All the robotic “saints” have names, including “Dog Monkeys” and “Horny Children,” and each one is a pneumatic work of art, showcasing the importance of communication via movement and rhythm. MacMurtrie says that the exploration of humanity plays a significant role in his work—that each robot is inspired by a different aspect of humanity. “Every one of them has a story,” he says. One of the robots, “Stringbody,” is comprised of 12 different instruments, and required seven people to play it before it was hooked up to a computer program. Now, “Stringbody” and other robots are controlled via air pressure, triggered by electrical pulses sent directly from a specialized computer system pieced together by MacMurtrie and team with programming designed by Bill Bowen.
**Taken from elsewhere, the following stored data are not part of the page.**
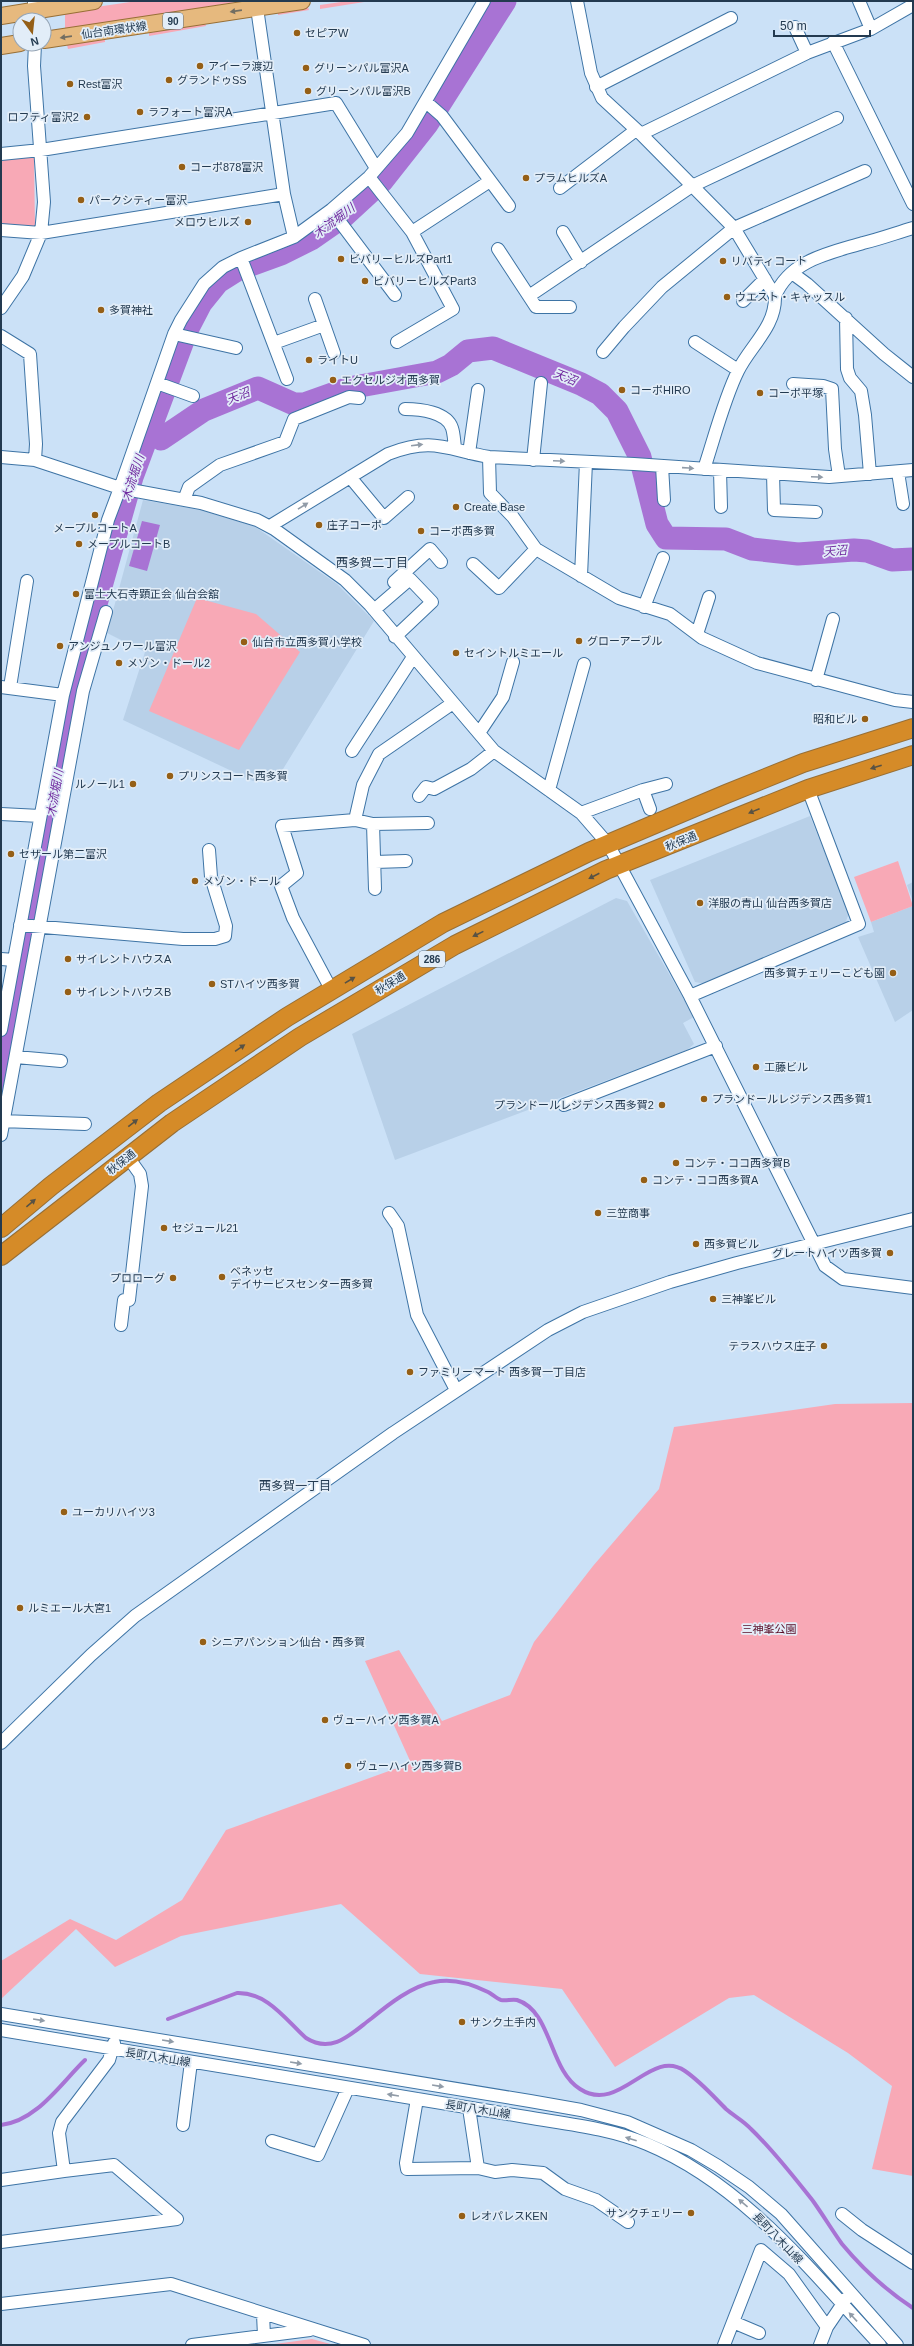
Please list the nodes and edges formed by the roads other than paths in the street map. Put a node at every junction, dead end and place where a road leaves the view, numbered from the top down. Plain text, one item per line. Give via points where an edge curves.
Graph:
1 (94, 1) edge
2 (302, 1) edge
3 (484, 1) edge
4 (577, 1) edge
5 (859, 1) edge
6 (913, 5) edge
7 (257, 8) junction
8 (34, 10) edge
9 (1, 16) edge
10 (731, 18) dead end
11 (795, 27) dead end
12 (871, 29) junction
13 (52, 39) edge
14 (833, 42) junction
15 (12, 44) edge
16 (1, 46) edge
17 (35, 52) edge
18 (807, 53) junction
19 (596, 87) junction
20 (429, 103) junction
21 (272, 114) junction
22 (837, 118) dead end
23 (639, 132) junction
24 (41, 150) junction
25 (1, 154) edge
26 (866, 171) dead end
27 (372, 175) junction
28 (490, 181) junction
29 (692, 186) junction
30 (560, 188) dead end
31 (284, 194) junction
32 (913, 204) edge
33 (510, 206) dead end
34 (333, 212) junction
35 (734, 228) junction
36 (913, 228) edge
37 (1, 230) edge
38 (412, 232) junction
39 (563, 232) dead end
40 (42, 233) junction
41 (294, 237) junction
42 (498, 249) dead end
43 (581, 262) junction
44 (243, 264) junction
45 (792, 273) junction
46 (765, 279) junction
47 (395, 295) dead end
48 (529, 296) junction
49 (775, 296) junction
50 (315, 299) dead end
51 (743, 301) dead end
52 (570, 307) dead end
53 (1, 308) edge
54 (846, 318) junction
55 (324, 325) junction
56 (177, 335) junction
57 (1, 336) edge
58 (397, 342) dead end
59 (695, 342) dead end
60 (274, 344) junction
61 (236, 348) dead end
62 (603, 352) dead end
63 (334, 353) dead end
64 (738, 370) junction
65 (913, 377) edge
66 (286, 379) dead end
67 (541, 383) dead end
68 (159, 384) junction
69 (793, 384) dead end
70 (478, 390) dead end
71 (193, 396) dead end
72 (359, 398) dead end
73 (405, 409) dead end
74 (454, 447) junction
75 (469, 453) junction
76 (1, 457) edge
77 (489, 457) junction
78 (35, 460) junction
79 (533, 460) junction
80 (586, 462) junction
81 (662, 466) junction
82 (704, 469) junction
83 (720, 470) junction
84 (913, 470) edge
85 (898, 472) junction
86 (773, 474) junction
87 (870, 474) junction
88 (839, 476) junction
89 (350, 477) junction
90 (122, 488) junction
91 (408, 497) dead end
92 (184, 500) junction
93 (664, 500) dead end
94 (903, 504) dead end
95 (721, 506) dead end
96 (816, 512) dead end
97 (270, 526) junction
98 (536, 549) junction
99 (663, 558) dead end
100 (442, 562) dead end
101 (473, 564) dead end
102 (581, 576) junction
103 (27, 581) dead end
104 (709, 597) dead end
105 (88, 606) junction
106 (644, 607) junction
107 (372, 608) junction
108 (833, 619) dead end
109 (697, 634) junction
110 (395, 637) junction
111 (413, 657) junction
112 (513, 662) dead end
113 (584, 664) dead end
114 (816, 680) junction
115 (6, 687) edge
116 (63, 695) junction
117 (913, 702) edge
118 (453, 704) junction
119 (913, 728) edge
120 (479, 733) junction
121 (352, 751) dead end
122 (494, 751) junction
123 (913, 755) edge
124 (666, 784) dead end
125 (808, 789) junction
126 (549, 790) junction
127 (643, 790) junction
128 (419, 796) dead end
129 (581, 813) junction
130 (1, 814) edge
131 (653, 814) junction
132 (40, 816) junction
133 (355, 820) junction
134 (428, 823) dead end
135 (373, 824) junction
136 (608, 844) junction
137 (208, 850) dead end
138 (406, 861) dead end
139 (375, 862) junction
140 (619, 865) junction
141 (375, 889) dead end
142 (31, 926) junction
143 (1, 959) edge
144 (14, 960) junction
145 (332, 991) junction
146 (690, 996) junction
147 (1, 1030) edge
148 (716, 1046) junction
149 (16, 1057) junction
150 (61, 1061) dead end
151 (564, 1105) dead end
152 (3, 1121) edge
153 (85, 1124) dead end
154 (1, 1135) edge
155 (128, 1157) junction
156 (389, 1213) dead end
157 (913, 1219) edge
158 (1, 1228) edge
159 (815, 1245) junction
160 (1, 1256) edge
161 (913, 1288) edge
162 (121, 1325) dead end
163 (456, 1390) junction
164 (1, 1743) edge
165 (1, 2014) edge
166 (1, 2030) edge
167 (117, 2033) junction
168 (113, 2049) junction
169 (191, 2062) junction
170 (348, 2088) junction
171 (417, 2099) junction
172 (469, 2108) junction
173 (183, 2125) dead end
174 (272, 2141) dead end
175 (478, 2168) junction
176 (64, 2171) junction
177 (1, 2180) edge
178 (842, 2214) dead end
179 (628, 2222) dead end
180 (1, 2242) edge
181 (913, 2263) edge
182 (851, 2294) junction
183 (1, 2304) edge
184 (841, 2304) junction
185 (263, 2314) junction
186 (733, 2322) junction
187 (827, 2327) junction
188 (314, 2330) junction
189 (759, 2333) dead end
190 (264, 2336) junction
191 (192, 2345) edge
192 (364, 2345) edge
193 (724, 2345) edge
194 (820, 2345) edge
195 (880, 2345) edge
196 (897, 2345) edge

1 - 8 main road
2 - 7 main road, 仙台南環状線 / 90
3 - 20 street
4 - 19 street
5 - 12 street
6 - 12 street
7 -> 13 main road, 仙台南環状線 / 90
7 - 21 street
8 - 9 main road
10 - 19 street
11 - 18 street
12 - 14 street
14 - 18 street
14 - 32 street
15 - 16 main road
17 - 24 street
18 - 23 street
19 - 23 street via 602,98
20 - 27 street
20 - 28 street via 442,116
21 - 24 street
21 - 27 street via 336,103
21 - 31 street
22 - 29 street
23 - 29 street
23 - 30 street
24 - 25 street
24 - 40 street via 44,202
26 - 35 street
27 - 34 street
27 - 38 street
28 - 33 street
28 - 38 street
29 - 35 street
29 - 43 street
31 - 40 street
31 - 41 street
34 - 41 street
34 - 47 street
35 - 46 street
35 - 62 street via 662,287
36 - 45 street via 827,253 805,263
37 - 40 street
38 - 58 street via 453,309
39 - 43 street
40 - 53 street via 23,276
41 - 44 street
42 - 48 street
43 - 48 street
44 - 56 street via 223,267 204,284 181,320
44 - 60 street
45 - 49 street via 779,287
45 - 54 street
46 - 49 street
46 - 51 street
48 - 52 street via 536,307
49 - 64 street via 776,308 769,323
50 - 55 street
54 - 65 street
54 - 87 street via 847,369 850,378 861,391
55 - 60 street
55 - 63 street
56 - 61 street
56 - 68 street
57 - 78 street via 30,354
59 - 64 street
60 - 66 street
64 - 82 street
67 - 79 street
68 - 71 street
68 - 90 street
69 - 88 street via 832,389
70 - 75 street
72 - 92 street via 349,397 294,419 285,442 220,465 189,487
73 - 74 street via 421,409 441,416 452,427
74 - 75 street
89 -> 74 street via 388,454 407,447
75 - 77 street
76 - 78 street
77 - 79 street
77 - 98 street via 490,493 513,517
78 - 90 street
79 -> 80 street
80 - 81 street
80 - 102 street
81 -> 82 street
81 - 93 street
82 - 83 street
83 - 86 street
83 - 95 street
84 - 85 street
85 - 87 street
85 - 94 street
86 -> 88 street
86 - 96 street via 774,510
87 - 88 street
89 - 91 street via 384,518
97 -> 89 street
90 - 92 street
90 - 105 street via 108,520
92 - 97 street
97 - 107 street via 345,580
98 - 101 street via 499,588
98 - 102 street
99 - 106 street
100 - 107 street via 430,549
102 - 106 street via 619,598
103 - 115 street
104 - 109 street
105 - 116 street
105 - 142 street via 107,612 83,691
106 - 109 street via 670,614
107 - 110 street
107 - 110 street via 410,579 432,602
108 - 114 street
109 - 114 street via 756,663
110 - 111 street
111 - 118 street
111 - 121 street
112 - 120 street via 503,697
113 - 126 street
114 - 117 street via 895,700
115 - 116 street
116 - 132 street via 57,763
118 - 120 street
118 - 133 street via 379,754 363,785
119 - 131 highway, 286
120 - 122 street
122 - 126 street
122 - 128 street via 471,769 434,789 426,787
123 -> 125 highway, 秋保通 / 286
124 - 127 street
125 -> 140 highway, 秋保通 / 286
125 - 146 street via 859,924
126 - 129 street
127 - 129 street
127 - 131 street
129 - 136 street
130 - 132 street
131 - 136 highway, 286
132 - 142 street
133 - 135 street
133 - 145 street via 282,826 297,873 281,886 293,918
134 - 135 street
135 - 139 street
136 - 140 street
145 -> 136 highway, 286 via 443,924
137 - 142 street via 212,877 226,926 225,936 215,939 183,938
138 - 139 street
139 - 141 street
140 - 146 street
140 -> 155 highway, 秋保通 / 286 via 455,945 307,1033 172,1122
142 - 144 street
142 - 149 street
143 - 144 street
144 - 147 street
158 -> 145 highway, 286 via 159,1103 287,1017
146 - 148 street
148 - 151 street
148 - 159 street
149 - 150 street
149 - 152 street
152 - 153 street
152 - 154 street
155 - 160 highway, 秋保通 / 286
155 - 162 street via 140,1174 142,1186 129,1300 124,1300
156 - 163 street via 398,1226 417,1315
157 - 159 street
159 - 161 street via 825,1266 843,1279
159 - 163 street via 700,1273 582,1312 548,1330
163 - 164 street via 135,1616
165 -> 167 street
166 - 168 street, 長町八木山線
167 - 168 street
167 -> 182 street via 524,2100 581,2110 627,2122 691,2150 750,2187 781,2214
168 - 169 street, 長町八木山線
168 - 176 street via 109,2060 62,2122 59,2133
169 - 170 street, 長町八木山線
169 - 173 street
171 -> 170 street, 長町八木山線
170 - 174 street via 318,2155
171 - 172 street, 長町八木山線
171 - 175 street via 407,2169
172 - 175 street
184 -> 172 street, 長町八木山線 via 744,2204 682,2161 647,2144 607,2131
175 - 179 street via 495,2172 512,2170 543,2173 565,2189 596,2200
176 - 177 street
176 - 180 street via 114,2165 177,2218
178 - 181 street
182 - 184 street
182 - 196 street
183 - 185 street via 171,2284
184 - 187 street
195 -> 184 street, 長町八木山線
185 - 188 street
185 - 190 street
186 - 187 street via 761,2250 789,2274
186 - 189 street
186 - 193 street
187 - 194 street
188 - 190 street
188 - 192 street
190 - 191 street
During the performance, the church transforms into a life-size puppet theater populated by metal creatures that move unfettered in a Vonnegut-esque setting where humans are the anomaly. Every few minutes, another corner comes to life with light, sound, and robotics. The piece begins with low, organ-like sustained tones. A drone sound gradually yields to beats set by robots in various positions throughout the space. The set is periodically interrupted by the ascent of “The Climber,” a humanoid robot in the middle of the room that inches slowly up a rope towards a gargantuan silver tree with a root system that dangles from the ceiling. Near the end, MacMurtrie reveals another element of his artistic direction: inflatables. A door on the second floor opens to a hanging creature enveloped in a plastic bag that expands slowly with air, then deflates at the same speed—the air sucks out of it until the plastic clings to its body like a pack of vacuum-sealed vegetables.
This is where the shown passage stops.